== Work task ==
Restate word for word the entries below, starting with the line with "thumb mcp: (331, 201)" and continuing through the line with "pinky tip: (447, 266)". Include both of those lines and no others.

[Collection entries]
====

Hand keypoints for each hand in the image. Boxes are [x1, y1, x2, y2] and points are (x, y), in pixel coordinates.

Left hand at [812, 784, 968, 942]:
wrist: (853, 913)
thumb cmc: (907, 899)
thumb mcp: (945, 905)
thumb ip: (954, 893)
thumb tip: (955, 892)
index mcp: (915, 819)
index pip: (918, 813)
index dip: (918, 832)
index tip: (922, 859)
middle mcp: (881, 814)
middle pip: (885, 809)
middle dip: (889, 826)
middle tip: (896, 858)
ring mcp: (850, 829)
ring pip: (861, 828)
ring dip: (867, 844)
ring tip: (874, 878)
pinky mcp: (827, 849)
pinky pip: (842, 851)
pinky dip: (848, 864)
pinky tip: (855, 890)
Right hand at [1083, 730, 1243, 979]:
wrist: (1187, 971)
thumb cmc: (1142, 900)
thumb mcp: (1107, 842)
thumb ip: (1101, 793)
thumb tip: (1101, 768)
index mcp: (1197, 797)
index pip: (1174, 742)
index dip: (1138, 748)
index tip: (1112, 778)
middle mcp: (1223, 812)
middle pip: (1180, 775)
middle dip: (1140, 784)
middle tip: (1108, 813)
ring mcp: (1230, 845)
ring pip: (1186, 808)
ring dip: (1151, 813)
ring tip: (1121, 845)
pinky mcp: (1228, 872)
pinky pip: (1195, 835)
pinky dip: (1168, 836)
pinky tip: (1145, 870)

====

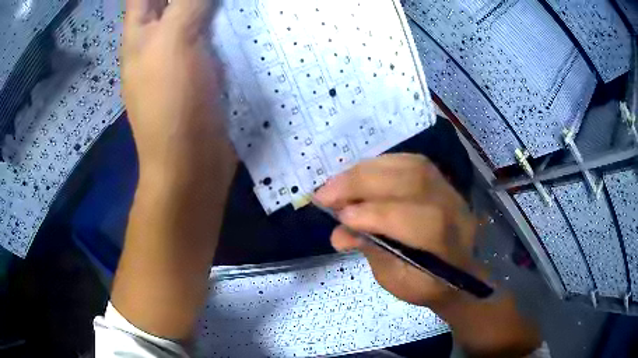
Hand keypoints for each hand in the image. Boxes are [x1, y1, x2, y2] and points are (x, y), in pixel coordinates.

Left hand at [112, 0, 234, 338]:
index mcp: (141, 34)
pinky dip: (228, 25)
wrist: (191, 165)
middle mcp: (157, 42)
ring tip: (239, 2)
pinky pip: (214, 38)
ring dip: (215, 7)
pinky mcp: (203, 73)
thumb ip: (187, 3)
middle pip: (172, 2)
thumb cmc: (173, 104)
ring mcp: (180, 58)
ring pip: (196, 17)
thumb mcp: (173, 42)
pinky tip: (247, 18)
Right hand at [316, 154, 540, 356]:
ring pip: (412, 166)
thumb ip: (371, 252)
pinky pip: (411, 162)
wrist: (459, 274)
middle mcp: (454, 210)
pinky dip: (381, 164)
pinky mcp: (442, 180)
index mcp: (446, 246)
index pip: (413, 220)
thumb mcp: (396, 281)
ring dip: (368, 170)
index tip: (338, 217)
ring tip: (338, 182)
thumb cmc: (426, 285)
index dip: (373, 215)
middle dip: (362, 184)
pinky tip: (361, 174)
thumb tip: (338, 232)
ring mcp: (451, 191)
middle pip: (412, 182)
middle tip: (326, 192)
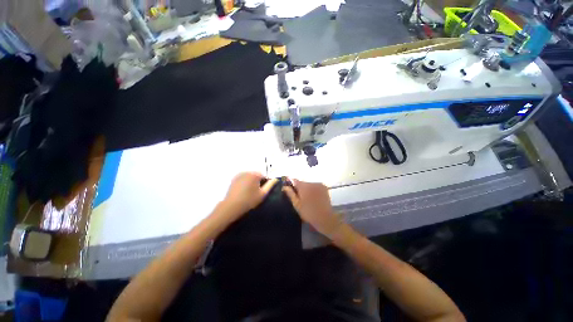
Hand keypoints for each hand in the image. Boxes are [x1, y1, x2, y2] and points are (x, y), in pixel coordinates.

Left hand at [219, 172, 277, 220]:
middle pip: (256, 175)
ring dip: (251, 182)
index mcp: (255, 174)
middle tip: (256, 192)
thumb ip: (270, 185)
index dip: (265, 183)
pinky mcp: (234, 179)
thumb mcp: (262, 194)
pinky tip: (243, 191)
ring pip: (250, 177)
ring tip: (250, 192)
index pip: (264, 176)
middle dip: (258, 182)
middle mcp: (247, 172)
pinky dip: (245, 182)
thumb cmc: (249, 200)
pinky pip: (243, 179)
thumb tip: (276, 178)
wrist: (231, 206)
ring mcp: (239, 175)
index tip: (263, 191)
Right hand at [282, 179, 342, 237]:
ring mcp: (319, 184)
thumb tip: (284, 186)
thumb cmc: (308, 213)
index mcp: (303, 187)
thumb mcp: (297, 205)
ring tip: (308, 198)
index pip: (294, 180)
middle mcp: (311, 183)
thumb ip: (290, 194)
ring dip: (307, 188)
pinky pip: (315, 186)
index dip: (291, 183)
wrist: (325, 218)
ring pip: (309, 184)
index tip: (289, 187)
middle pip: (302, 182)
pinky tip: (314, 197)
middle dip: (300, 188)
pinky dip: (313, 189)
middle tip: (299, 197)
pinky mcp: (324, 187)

====

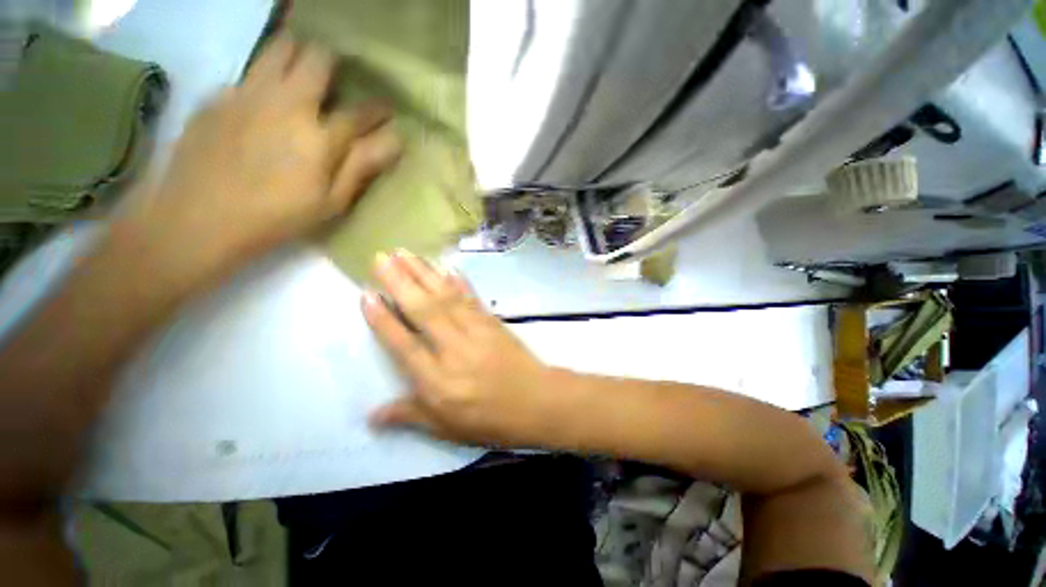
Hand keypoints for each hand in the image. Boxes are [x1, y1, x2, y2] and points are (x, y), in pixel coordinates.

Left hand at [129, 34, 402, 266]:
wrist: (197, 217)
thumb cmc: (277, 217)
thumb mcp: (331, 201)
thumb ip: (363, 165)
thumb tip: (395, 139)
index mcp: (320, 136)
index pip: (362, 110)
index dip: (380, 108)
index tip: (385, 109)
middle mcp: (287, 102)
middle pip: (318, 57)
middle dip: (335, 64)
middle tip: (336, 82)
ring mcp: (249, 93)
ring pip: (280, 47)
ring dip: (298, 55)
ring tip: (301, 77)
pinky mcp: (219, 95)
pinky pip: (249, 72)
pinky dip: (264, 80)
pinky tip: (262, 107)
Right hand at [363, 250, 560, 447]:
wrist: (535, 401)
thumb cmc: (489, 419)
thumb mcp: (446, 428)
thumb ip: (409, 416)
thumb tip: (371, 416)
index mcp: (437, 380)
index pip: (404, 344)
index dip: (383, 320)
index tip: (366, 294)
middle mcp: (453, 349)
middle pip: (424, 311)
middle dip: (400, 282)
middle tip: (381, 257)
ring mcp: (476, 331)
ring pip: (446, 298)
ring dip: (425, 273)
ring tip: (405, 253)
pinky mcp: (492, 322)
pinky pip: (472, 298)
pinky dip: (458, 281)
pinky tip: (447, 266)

====

== Response to the task ==
thumb mcp: (331, 201)
thumb ip: (363, 165)
thumb tip: (395, 139)
index mcp: (320, 136)
index pip: (362, 110)
index dip: (380, 108)
index tip: (385, 109)
middle mcp: (287, 102)
middle pip: (318, 57)
middle dip: (335, 64)
middle tip: (336, 82)
ring mcp: (249, 93)
ring pip: (280, 47)
ring dip: (298, 55)
ring tip: (301, 77)
pinky mcp: (219, 95)
pinky pip: (249, 72)
pinky dip: (264, 80)
pinky tip: (262, 107)
Right hand at [363, 250, 560, 447]:
wrist: (535, 401)
thumb cmc: (489, 419)
thumb mcp: (446, 428)
thumb ip: (409, 416)
thumb tip: (371, 416)
index mcp: (437, 380)
index pip: (404, 344)
index dip: (383, 320)
index tip: (366, 294)
middle mcp: (453, 349)
middle pip: (424, 311)
middle dip: (400, 282)
middle tip: (381, 257)
ring mcp: (476, 331)
ring pip: (446, 298)
ring dip: (425, 273)
ring tip: (405, 253)
pinky mcp: (492, 322)
pinky pip: (472, 298)
pinky dip: (458, 281)
pinky tip: (447, 266)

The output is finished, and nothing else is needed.